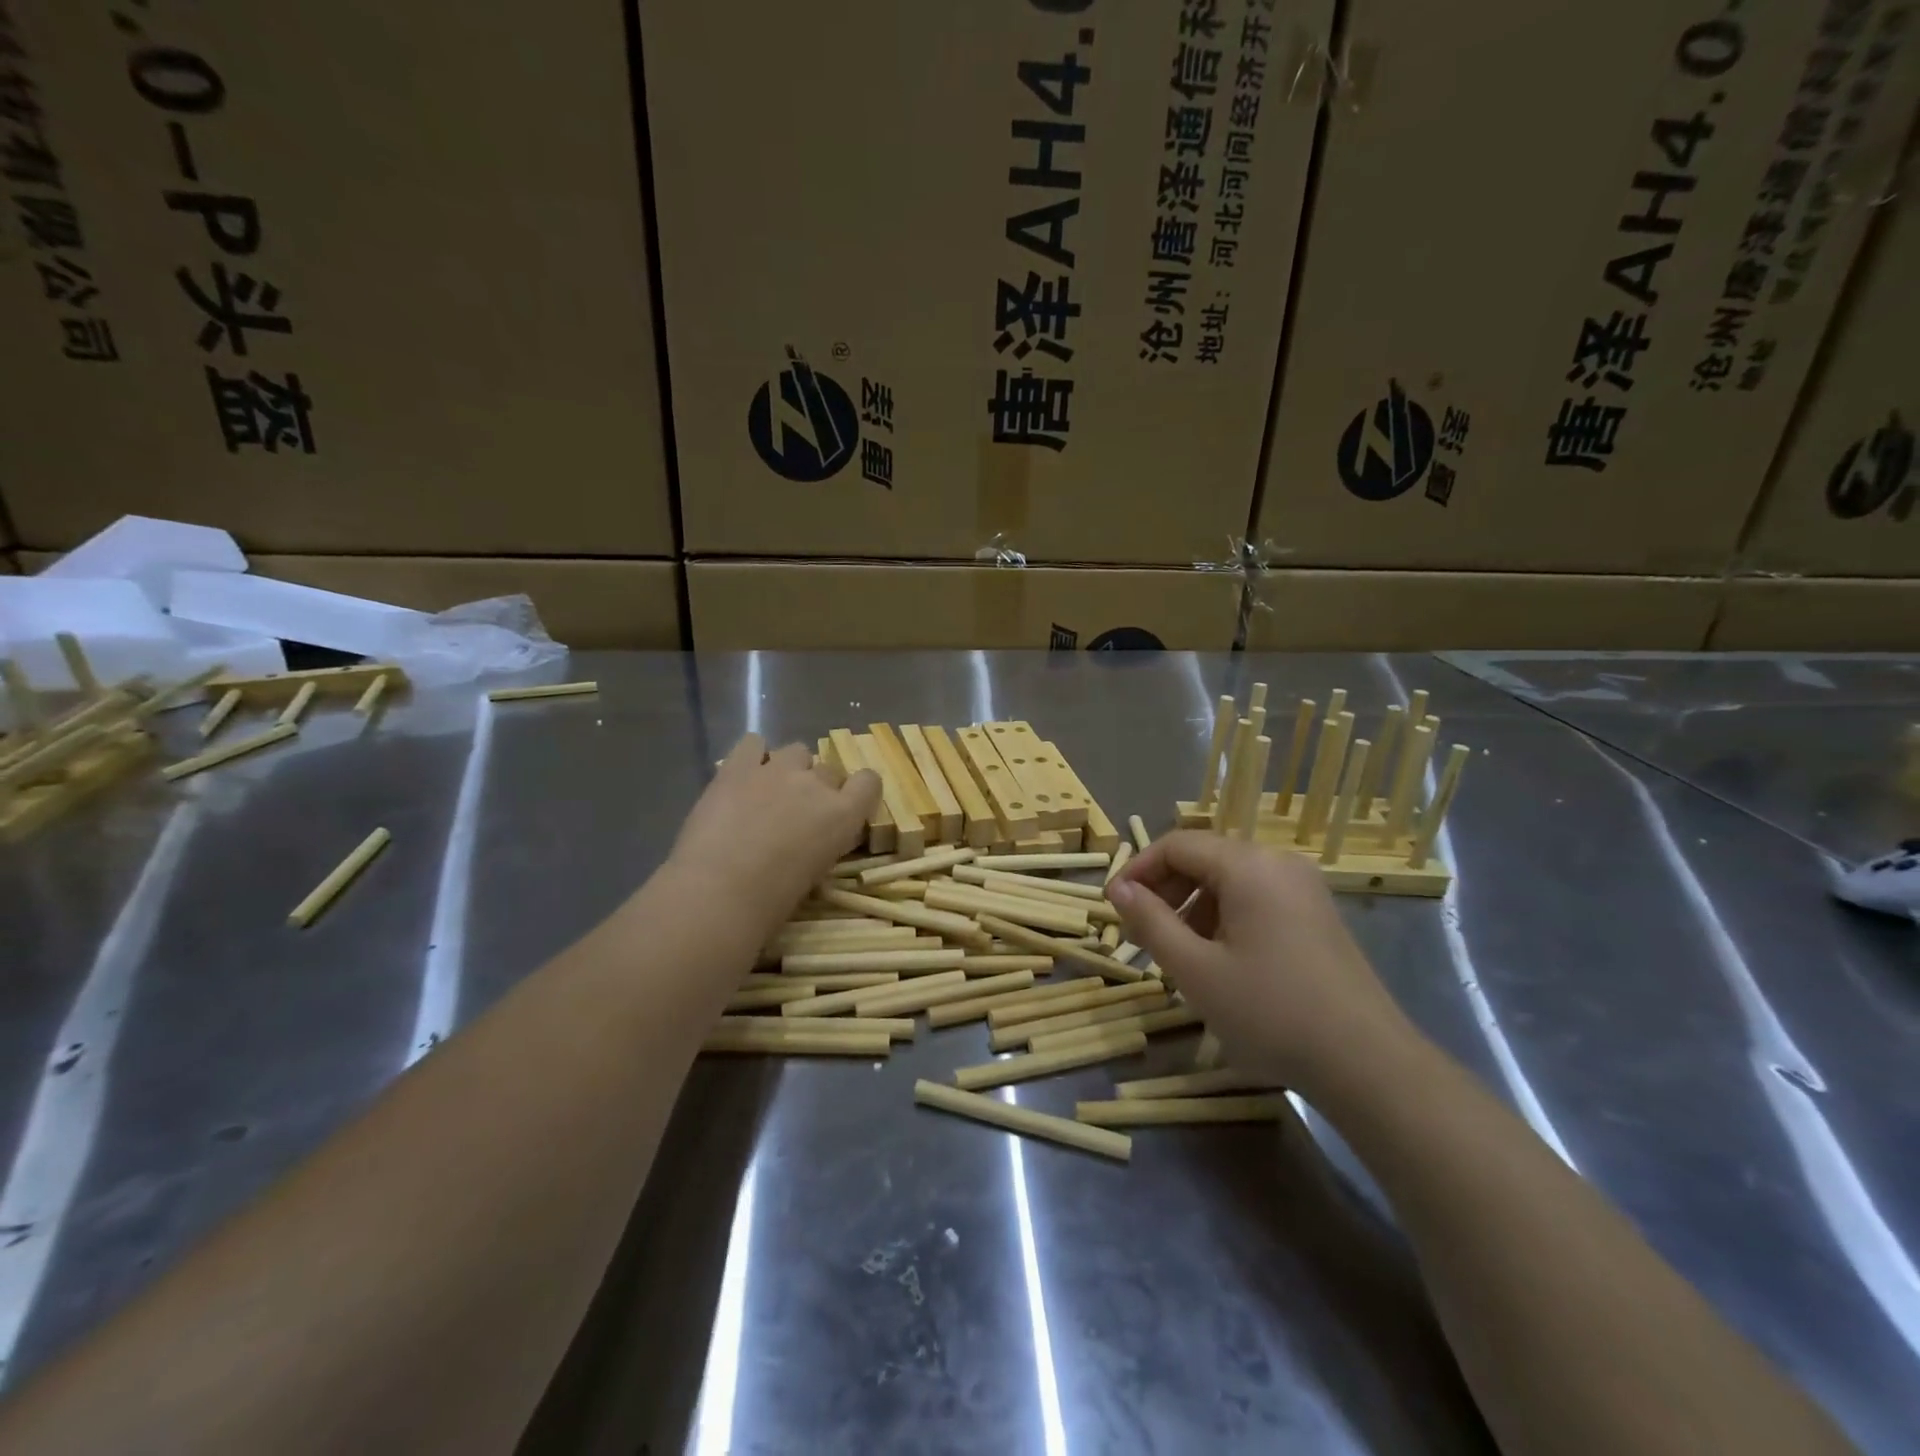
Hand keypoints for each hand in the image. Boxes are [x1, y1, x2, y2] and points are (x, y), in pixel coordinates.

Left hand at [668, 735, 880, 936]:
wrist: (718, 892)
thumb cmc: (772, 901)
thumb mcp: (816, 873)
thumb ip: (823, 844)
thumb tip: (812, 840)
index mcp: (843, 814)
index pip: (869, 781)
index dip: (858, 791)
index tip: (843, 807)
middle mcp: (816, 784)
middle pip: (828, 770)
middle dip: (818, 787)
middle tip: (797, 814)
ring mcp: (777, 770)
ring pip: (796, 751)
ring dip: (789, 769)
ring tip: (769, 792)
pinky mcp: (737, 766)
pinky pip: (753, 743)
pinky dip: (752, 755)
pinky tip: (744, 775)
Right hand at [1107, 832, 1414, 1096]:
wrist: (1367, 1063)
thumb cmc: (1270, 1011)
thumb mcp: (1195, 969)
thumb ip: (1150, 921)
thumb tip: (1119, 890)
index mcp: (1248, 865)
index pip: (1176, 845)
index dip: (1138, 870)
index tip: (1114, 906)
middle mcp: (1278, 863)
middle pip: (1204, 857)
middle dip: (1165, 890)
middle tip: (1139, 933)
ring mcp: (1303, 888)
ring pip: (1229, 879)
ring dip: (1192, 906)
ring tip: (1174, 951)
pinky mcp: (1316, 915)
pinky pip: (1256, 898)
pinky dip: (1224, 916)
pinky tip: (1217, 959)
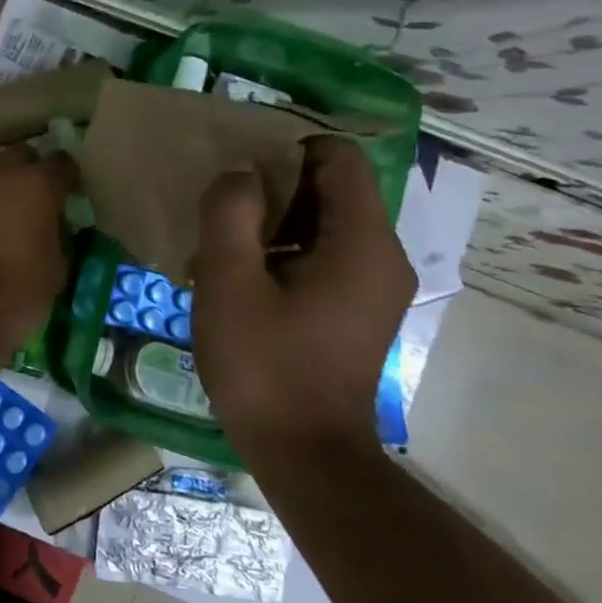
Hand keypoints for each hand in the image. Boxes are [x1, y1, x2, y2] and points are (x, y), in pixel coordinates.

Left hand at [0, 146, 76, 351]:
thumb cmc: (19, 292)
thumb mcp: (58, 265)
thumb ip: (58, 231)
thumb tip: (52, 223)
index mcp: (35, 183)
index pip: (61, 163)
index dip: (68, 178)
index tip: (71, 194)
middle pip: (20, 155)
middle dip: (31, 171)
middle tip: (36, 197)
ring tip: (4, 204)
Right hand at [190, 136, 415, 466]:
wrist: (303, 453)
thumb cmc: (263, 365)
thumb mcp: (228, 282)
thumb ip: (230, 214)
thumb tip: (239, 174)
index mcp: (362, 242)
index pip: (338, 157)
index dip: (284, 149)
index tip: (235, 172)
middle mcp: (382, 254)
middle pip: (332, 187)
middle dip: (273, 188)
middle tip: (219, 210)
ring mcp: (373, 284)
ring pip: (324, 221)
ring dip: (273, 221)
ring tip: (222, 245)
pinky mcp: (358, 308)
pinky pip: (323, 253)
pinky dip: (284, 250)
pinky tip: (241, 277)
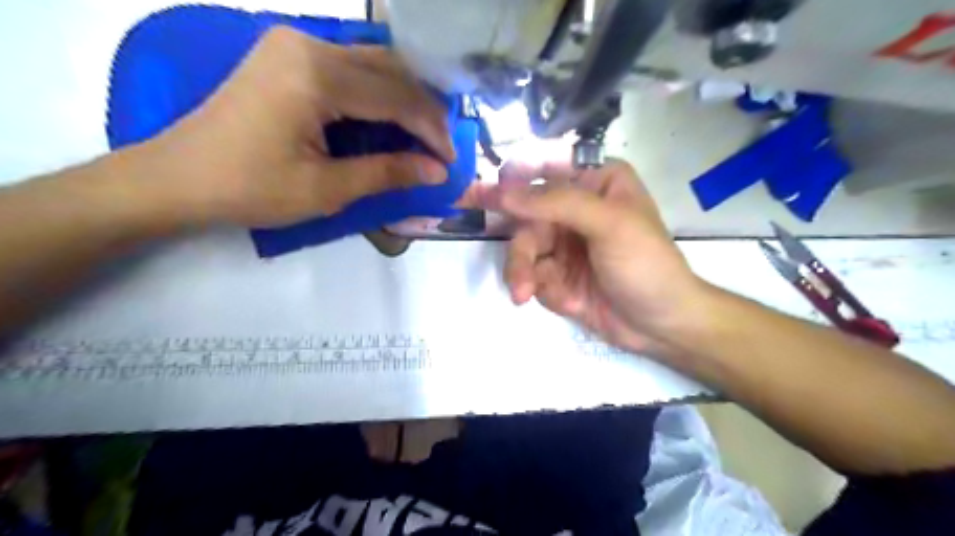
——
■ Aim of the task ■
Pictures are not part of the answer. Restate word for word the lines from the one with "ring mcp: (373, 284)" through the last line of the records.

■ Exercise answer ■
ring mcp: (373, 284)
ring pip: (324, 221)
ring dip: (273, 221)
ring tip: (222, 245)
pinky mcp: (358, 308)
pinky pip: (323, 253)
pinky dip: (284, 250)
pinky tip: (241, 277)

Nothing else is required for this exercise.